ACTIVITY:
Of all the entries below, only the lines from the one with "No line breaks." up to and including the one with "Quick job: Convert" are to be duplicated exactly.
== MATERIAL FOR THE TASK
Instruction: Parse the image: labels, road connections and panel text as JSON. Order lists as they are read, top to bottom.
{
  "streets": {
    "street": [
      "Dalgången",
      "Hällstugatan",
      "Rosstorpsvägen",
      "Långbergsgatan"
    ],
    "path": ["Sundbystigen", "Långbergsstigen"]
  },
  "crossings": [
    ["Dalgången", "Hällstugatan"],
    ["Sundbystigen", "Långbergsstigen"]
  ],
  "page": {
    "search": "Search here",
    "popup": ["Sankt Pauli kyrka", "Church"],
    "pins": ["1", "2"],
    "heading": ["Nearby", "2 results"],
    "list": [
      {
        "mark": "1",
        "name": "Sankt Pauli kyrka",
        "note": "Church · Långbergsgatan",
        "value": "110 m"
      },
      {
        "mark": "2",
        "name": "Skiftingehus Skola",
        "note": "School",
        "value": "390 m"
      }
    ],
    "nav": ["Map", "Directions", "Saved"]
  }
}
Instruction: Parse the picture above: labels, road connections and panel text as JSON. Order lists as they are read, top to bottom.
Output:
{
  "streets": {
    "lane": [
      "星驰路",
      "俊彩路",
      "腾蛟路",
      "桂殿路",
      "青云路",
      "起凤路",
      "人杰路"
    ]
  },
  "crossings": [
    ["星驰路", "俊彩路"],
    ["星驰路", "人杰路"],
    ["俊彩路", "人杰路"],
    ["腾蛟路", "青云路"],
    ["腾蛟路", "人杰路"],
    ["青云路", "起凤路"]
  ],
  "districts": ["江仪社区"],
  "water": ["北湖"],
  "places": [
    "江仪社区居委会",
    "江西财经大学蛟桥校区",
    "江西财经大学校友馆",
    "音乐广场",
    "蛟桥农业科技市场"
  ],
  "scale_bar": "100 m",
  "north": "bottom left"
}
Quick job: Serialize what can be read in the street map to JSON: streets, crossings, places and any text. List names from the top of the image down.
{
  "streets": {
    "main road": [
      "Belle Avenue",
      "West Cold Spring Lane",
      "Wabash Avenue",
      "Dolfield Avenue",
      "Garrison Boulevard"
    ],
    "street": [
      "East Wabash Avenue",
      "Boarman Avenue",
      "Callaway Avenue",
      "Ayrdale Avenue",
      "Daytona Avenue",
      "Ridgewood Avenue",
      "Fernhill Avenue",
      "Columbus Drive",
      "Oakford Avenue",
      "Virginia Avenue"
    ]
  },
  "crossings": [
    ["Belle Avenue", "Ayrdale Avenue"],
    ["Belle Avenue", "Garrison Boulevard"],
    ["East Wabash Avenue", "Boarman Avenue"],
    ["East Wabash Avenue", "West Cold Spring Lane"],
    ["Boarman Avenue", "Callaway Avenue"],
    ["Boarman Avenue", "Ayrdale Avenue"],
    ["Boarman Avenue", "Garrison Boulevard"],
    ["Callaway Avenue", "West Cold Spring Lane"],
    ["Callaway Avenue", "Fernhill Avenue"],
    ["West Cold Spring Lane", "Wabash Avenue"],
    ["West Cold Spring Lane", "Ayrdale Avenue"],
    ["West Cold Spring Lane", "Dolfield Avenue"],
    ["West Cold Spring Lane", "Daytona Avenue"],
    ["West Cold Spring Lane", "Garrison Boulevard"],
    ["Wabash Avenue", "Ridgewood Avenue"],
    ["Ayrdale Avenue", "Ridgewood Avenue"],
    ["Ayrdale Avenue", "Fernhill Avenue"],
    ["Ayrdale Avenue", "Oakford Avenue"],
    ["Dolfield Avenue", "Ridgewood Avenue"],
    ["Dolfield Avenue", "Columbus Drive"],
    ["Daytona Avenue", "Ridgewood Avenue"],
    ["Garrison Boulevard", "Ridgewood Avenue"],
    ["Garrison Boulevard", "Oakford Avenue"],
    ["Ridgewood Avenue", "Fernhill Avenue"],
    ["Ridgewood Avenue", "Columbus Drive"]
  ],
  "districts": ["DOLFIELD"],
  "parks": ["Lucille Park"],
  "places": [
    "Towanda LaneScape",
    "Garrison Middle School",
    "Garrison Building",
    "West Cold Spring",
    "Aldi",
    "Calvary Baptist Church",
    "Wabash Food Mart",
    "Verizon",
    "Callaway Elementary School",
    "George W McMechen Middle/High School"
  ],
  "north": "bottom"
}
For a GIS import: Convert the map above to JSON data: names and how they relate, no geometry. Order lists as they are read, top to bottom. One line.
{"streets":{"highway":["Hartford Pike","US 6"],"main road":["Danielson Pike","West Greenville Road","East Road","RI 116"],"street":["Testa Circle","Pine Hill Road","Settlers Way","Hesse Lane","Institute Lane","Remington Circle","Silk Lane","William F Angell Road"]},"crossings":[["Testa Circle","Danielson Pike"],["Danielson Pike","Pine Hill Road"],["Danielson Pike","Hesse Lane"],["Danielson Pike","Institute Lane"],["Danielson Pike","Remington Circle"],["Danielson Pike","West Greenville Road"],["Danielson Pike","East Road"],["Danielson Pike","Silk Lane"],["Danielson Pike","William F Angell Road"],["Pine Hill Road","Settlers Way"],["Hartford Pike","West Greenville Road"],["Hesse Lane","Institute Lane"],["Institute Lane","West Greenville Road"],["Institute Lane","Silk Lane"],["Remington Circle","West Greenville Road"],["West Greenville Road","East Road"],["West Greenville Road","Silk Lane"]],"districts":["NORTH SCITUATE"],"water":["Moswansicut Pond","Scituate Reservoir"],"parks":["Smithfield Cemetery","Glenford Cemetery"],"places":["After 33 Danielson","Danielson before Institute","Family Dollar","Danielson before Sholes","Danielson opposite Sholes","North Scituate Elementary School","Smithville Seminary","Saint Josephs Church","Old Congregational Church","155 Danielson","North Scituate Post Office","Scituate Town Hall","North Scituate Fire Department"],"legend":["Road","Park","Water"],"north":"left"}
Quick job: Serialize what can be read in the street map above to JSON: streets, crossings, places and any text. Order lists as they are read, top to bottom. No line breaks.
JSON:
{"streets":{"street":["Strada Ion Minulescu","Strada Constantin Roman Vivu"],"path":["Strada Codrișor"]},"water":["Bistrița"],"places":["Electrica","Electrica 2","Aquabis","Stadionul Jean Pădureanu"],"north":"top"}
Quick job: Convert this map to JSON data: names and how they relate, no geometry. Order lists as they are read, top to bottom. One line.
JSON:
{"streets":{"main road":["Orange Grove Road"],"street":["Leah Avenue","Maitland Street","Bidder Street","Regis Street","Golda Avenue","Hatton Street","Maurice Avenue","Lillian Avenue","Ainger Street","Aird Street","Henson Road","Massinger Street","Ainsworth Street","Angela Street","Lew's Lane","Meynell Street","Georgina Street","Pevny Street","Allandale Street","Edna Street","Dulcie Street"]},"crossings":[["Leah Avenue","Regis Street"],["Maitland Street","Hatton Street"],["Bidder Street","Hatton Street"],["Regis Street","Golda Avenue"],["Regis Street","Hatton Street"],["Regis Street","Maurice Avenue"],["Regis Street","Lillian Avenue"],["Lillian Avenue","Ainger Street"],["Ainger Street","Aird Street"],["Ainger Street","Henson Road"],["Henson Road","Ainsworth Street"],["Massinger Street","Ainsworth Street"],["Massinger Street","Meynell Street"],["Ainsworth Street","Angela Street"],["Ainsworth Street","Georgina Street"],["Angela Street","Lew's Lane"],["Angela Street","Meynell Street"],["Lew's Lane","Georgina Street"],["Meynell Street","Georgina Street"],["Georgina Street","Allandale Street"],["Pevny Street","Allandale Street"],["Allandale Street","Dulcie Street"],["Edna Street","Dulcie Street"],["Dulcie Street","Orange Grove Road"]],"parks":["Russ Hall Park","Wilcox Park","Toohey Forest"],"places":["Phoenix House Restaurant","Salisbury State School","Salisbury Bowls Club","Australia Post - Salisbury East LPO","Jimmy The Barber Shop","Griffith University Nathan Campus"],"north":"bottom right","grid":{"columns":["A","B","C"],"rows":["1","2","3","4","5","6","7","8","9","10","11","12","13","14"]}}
====
RESPONSE BOX:
Quick job: Serialize what can be read in the street map above to JSON: streets, crossings, places and any text. Order lists as they are read, top to bottom. No line breaks.
JSON:
{"streets":{"street":["Strada Ion Minulescu","Strada Constantin Roman Vivu"],"path":["Strada Codrișor"]},"water":["Bistrița"],"places":["Electrica","Electrica 2","Aquabis","Stadionul Jean Pădureanu"],"north":"top"}
Quick job: Convert this map to JSON data: names and how they relate, no geometry. Order lists as they are read, top to bottom. One line.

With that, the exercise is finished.